The Overstory – Richard Powers
Richard Powers’ The Overstory is a sweeping and experimental work of activism and resistance. From the roots, to the crown, and back to the seeds, this novel unfolds in concentric rings of interlocking fables that range from antebellum New York to the late twentieth-century Timber Wars of the Pacific Northwest, and beyond. It reads a little like a short story collection, woven together with vivid and indulgent descriptions of trees, and forests, and the natural world. Literary and imaginative, this book is full of science, magic, and wonder, and is unlike anything you’ve ever read before.
Fire Weather: The Making of a Beast – John Vaillant
John Vaillant’s Fire Weather comes out in May, and it’s a stunning account of 2016 and the massive wildfire in Fort McMurray, the hub of Canada’s oil industry, and America’s biggest foreign supplier. The multi-billion dollar disaster was known as the beast, and this beast melted vehicles, turned entire neighbourhoods into firebombs, and drove 88,000 people from their homes in a single afternoon. Known as the wildfire equivalent of Hurricane Katrina, John Vaillant warns that this “beast” wasn’t a unique event, but is, instead, a preview of what we must prepare for in a hotter, more flammable world. This book features a healthy dose of respect of fire, and its role in shaping our culture, and our evolution, and the ways it’s eluded our control. Vaillant approaches this book with a cinematic eye, and his masterful prose, taking us on a riveting journey through the intertwined histories of North America’s oil industry and the birth of climate science, to the unprecedented devastation wrought by modern forest fires.

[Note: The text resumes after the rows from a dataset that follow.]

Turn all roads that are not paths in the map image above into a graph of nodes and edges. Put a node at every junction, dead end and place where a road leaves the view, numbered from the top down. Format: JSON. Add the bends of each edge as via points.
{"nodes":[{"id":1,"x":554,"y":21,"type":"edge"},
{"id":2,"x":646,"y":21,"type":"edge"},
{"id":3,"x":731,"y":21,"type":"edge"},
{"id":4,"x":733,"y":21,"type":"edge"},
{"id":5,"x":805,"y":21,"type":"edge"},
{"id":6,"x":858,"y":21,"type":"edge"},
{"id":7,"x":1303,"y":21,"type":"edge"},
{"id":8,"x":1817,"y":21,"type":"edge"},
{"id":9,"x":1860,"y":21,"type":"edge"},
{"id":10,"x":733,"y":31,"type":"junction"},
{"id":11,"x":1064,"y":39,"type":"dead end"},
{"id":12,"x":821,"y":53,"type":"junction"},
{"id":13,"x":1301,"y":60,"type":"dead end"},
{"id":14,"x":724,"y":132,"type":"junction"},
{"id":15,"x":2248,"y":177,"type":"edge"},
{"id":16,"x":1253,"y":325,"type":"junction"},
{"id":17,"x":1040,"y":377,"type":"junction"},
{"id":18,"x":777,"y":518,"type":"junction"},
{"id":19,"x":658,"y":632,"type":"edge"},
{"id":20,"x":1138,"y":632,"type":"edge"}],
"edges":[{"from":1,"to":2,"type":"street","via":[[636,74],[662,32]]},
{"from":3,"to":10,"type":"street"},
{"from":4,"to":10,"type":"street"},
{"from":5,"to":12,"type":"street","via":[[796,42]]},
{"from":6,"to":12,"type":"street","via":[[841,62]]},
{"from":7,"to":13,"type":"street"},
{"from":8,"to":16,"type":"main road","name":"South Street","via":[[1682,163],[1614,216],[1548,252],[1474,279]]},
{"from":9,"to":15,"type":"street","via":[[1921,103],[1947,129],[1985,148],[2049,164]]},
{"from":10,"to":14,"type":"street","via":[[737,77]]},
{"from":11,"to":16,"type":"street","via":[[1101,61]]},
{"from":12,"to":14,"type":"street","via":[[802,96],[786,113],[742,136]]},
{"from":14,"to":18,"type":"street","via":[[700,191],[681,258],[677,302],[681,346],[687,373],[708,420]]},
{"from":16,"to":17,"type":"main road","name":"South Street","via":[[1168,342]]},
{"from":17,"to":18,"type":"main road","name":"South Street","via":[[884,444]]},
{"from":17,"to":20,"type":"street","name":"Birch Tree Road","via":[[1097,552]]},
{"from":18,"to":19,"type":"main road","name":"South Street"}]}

The Climate Book – Greta Thunberg
Greta Thunberg’s The Climate Book is a handbook and a call to action. In this book, the world-renowned climate activist has gathered the wisdom of over one hundred experts, from philosophers and Indigenous leaders to economists and oceanographers, to compile and collect the knowledge we need in order to combat climate disaster. Included in the book are Thunberg’s own stories of demonstrating and uncovering greenwashing around the world, revealing how much we’ve been kept in the dark. This book is both a challenge, and a source of hope, urging us to take responsibility, and act now.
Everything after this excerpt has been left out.